The New Reality: Terminals Run on Data, Not Just Equipment

For a long time, container terminals were optimised using physical equipment such as cranes, terminal trucks, reach stackers, RTGs, and other container-handling equipment. These machines did the work, and early systems recorded the results.

Today, terminals operate amidst electrification, automation, labour shortages, sustainability goals, and rising customer expectations. Equipment fleets are more diverse and interconnected than ever before. A modern container terminal is no longer just a crane or an RTG—it's a data source.

For IT managers in ports, this development is shifting the focus; telematics are becoming a pivotal piece of infrastructure. And the sales figures show that too. According to dataintelo, "the global port vehicle telematics market size reached USD 2.67 billion in 2024. The market is expected to grow at a robust CAGR of 13.1% during the forecast period, attaining a value of USD 7.60 billion by 2033." (1)

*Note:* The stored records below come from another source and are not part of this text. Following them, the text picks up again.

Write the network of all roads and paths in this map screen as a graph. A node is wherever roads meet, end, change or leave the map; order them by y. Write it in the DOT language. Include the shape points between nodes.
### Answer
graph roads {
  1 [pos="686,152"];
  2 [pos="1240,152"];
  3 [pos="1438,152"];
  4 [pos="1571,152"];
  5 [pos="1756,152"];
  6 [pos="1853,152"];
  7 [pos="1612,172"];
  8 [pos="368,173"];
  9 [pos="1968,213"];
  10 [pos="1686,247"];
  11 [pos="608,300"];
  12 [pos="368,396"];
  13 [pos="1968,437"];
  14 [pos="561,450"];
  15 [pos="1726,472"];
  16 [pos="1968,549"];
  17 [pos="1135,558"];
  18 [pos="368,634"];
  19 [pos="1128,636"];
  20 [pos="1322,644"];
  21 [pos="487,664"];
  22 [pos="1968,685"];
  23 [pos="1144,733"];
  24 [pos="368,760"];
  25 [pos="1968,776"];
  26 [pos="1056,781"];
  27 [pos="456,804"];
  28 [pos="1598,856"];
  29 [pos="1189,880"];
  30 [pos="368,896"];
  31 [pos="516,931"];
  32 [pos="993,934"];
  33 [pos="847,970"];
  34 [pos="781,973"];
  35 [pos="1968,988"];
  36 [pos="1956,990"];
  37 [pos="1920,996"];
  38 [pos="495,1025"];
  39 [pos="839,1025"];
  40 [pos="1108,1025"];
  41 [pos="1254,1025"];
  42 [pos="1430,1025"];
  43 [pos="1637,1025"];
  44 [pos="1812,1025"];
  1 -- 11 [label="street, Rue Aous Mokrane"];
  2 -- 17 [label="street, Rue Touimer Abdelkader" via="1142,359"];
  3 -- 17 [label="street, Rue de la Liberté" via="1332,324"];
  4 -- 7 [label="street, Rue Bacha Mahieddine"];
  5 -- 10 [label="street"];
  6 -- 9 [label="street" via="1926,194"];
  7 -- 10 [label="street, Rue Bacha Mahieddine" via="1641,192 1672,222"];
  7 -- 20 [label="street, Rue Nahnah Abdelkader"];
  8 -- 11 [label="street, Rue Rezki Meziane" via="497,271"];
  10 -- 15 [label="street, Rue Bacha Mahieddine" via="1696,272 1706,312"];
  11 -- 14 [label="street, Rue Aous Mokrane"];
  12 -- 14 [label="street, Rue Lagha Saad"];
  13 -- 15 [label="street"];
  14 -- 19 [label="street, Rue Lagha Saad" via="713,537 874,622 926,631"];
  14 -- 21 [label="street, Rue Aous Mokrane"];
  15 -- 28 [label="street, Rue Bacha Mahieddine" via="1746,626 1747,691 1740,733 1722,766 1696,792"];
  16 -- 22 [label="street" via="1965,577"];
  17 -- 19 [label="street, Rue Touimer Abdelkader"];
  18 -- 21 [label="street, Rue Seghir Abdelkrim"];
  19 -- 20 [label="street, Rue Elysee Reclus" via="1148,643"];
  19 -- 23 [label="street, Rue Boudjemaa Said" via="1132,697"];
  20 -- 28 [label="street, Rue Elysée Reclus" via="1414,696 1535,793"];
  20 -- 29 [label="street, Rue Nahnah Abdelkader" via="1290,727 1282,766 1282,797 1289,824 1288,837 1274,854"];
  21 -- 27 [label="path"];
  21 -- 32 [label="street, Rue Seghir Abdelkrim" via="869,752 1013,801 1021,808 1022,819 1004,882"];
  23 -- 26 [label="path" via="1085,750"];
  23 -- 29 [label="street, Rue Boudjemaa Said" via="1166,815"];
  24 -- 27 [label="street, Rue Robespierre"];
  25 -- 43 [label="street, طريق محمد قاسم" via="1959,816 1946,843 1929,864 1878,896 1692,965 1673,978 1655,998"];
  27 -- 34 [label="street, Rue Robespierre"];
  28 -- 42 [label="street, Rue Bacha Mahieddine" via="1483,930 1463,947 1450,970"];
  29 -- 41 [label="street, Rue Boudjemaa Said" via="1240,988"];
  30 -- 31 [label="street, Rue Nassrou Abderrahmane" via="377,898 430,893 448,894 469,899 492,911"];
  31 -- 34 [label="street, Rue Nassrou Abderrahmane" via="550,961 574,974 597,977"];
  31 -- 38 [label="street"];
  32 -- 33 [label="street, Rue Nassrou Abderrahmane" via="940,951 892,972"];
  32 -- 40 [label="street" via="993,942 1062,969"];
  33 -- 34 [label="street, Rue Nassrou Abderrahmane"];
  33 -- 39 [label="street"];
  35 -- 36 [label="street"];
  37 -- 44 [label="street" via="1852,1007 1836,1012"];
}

Modern telematics systems offer comprehensive insights into all mobile assets on the terminal premises: real-time location analysis, geofencing, usage analysis, idle time measurement, route habits, and availability status. This creates a dynamic digital representation of the vehicle fleet. And it goes even deeper: through integration with onboard systems, access to engine parameters, fuel or energy consumption, battery status, error codes, operating hours, load cycles, and usage patterns is possible.

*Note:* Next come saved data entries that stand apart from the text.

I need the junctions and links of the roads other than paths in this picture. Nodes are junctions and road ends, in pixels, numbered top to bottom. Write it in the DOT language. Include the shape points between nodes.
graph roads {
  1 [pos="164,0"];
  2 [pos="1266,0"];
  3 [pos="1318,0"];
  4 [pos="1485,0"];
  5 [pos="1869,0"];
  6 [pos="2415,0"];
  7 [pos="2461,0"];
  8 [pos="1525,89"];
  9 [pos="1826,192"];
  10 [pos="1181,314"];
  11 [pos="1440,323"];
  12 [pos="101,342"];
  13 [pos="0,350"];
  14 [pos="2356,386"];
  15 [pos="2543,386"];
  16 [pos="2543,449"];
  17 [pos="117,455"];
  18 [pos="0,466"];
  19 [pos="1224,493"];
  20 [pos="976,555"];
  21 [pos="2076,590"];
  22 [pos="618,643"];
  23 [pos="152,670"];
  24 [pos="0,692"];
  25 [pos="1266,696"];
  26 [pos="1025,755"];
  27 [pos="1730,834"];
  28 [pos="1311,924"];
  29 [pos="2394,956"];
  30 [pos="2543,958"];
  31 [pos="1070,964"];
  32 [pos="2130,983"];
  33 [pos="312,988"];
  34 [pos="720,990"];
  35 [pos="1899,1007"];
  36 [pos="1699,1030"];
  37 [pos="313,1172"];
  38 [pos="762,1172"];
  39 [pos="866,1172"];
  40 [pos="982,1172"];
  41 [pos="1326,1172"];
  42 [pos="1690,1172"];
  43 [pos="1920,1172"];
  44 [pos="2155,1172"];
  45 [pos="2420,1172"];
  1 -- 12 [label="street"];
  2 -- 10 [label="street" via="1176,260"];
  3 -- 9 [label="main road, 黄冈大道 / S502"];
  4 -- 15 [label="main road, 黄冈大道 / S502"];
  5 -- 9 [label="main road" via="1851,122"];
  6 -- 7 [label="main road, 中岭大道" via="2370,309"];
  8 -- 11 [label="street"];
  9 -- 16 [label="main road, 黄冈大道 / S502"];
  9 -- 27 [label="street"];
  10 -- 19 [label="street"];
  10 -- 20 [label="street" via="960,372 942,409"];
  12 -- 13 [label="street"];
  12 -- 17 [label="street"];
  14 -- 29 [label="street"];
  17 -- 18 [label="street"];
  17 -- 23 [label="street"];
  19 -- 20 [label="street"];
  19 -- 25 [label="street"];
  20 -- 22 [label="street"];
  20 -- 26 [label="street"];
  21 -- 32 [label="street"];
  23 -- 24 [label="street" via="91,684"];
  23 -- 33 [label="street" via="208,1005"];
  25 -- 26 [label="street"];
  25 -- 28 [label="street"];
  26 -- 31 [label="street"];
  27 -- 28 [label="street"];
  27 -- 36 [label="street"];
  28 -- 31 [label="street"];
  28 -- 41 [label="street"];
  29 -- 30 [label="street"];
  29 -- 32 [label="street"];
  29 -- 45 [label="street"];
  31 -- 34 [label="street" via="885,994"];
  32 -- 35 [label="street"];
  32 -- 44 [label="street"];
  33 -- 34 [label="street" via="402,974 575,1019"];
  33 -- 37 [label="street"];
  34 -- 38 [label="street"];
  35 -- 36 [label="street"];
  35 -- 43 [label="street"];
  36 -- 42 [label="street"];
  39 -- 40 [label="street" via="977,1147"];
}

Terminals no longer simply monitor a vehicle's location; they now understand its behaviour. This distinction is of enormous importance for IT.Another aspect is the increasing electrification of CHE (Container Handling Equipment) – this creates a new dependency: transparency into energy consumption (see also: CHE operator in container terminal operations). Only structured telematics data allows for the recording of key aspects: state-of-charge trends, charging behaviour, energy consumption per trip, peak load patterns, and battery ageing over time.If this data is stored only in isolated OEM systems, it fails to reach its full potential. However, if it is integrated into a unified telematics layer, it can be used for planning, maintenance, and sustainability reporting.

The complexity of reality highlights the need for data aggregation, as terminals often operate mixed vehicle fleets: 

  • Different OEMs

  • Different device generations

  • Different communication protocols

  • Different maintenance cycles

The inconvenient truth is: if telematics is implemented merely as an add-on system, only data is collected. However, when integrated into the infrastructure, valuable insights are generated. This difference determines whether your terminal merely digitises processes or truly becomes data-driven.  

 

 

What Does Vehicle Telematics Really Mean in a Container Terminal?

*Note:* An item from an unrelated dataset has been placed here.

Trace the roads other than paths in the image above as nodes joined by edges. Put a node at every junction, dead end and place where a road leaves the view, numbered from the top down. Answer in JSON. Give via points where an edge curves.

To put it simply: If in your terminal it merely means that points on a map are moving, you're not fully utilising the technology's potential. GPS tracking is not telematics. It's a starting point, not the system itself. The commonly available overview of real-time locations, utilisation rates, route tracking, and other data answers operational questions such as:

Where is the nearest available terminal tractor?

Which straddle carriers are underutilised?

How much idle time is there per shift? Useful – yes. Sufficient – ​​no.Telematics introduces data such as fuel or energy consumption, hydraulic pressure, temperature readings, etc. This shifts the focus to:

  • Is the machine operating efficiently?

  • Is its condition deteriorating?

  • Is it being operated correctly?

  • Is maintenance overdue based on actual usage rather than static intervals?

This is a completely new level of transparency. 

The Ultimate Terminal Operations KPI Guide

The Machine Intelligence Layer

Vehicle telematics is based on onboard units in mobile devices. These devices communicate with machine systems (often via the CAN bus) and act as edge processors. They securely collect, process, and transmit data to a central platform.Key components typically include:

  • Onboard Device Layer: Hardware installed in RTGs, reach stackers, terminal tractors, or empty container handling equipment. It is responsible for data collection and local processing.

  • Communication Layer: Wi-Fi, LTE, or private 5G networks that reliably transmit data across the terminal premises.

  • Central Platform Layer: A telematics platform that aggregates, normalises, and structures machine data from various OEM fleets.

  • Integration Layer: APIs that feed data into the terminal operating system (TOS), maintenance management systems (CMMS), business intelligence tools, or data lakes.

A key insight is that you no longer need to rely on manual reports or manufacturer-specific service portals; instead, you can gain standardised, fleet-wide transparency into the actual performance of the equipment.

This is essential for a modern maintenance approach. Traditionally, maintenance followed rules such as "maintenance every x hours," "inspection after y days," and "replace components according to schedule." However, this model ignores the actual usage of the machines. Telematics infrastructure shifts the focus to condition-based monitoring:

  • Are the engines running continuously under high load?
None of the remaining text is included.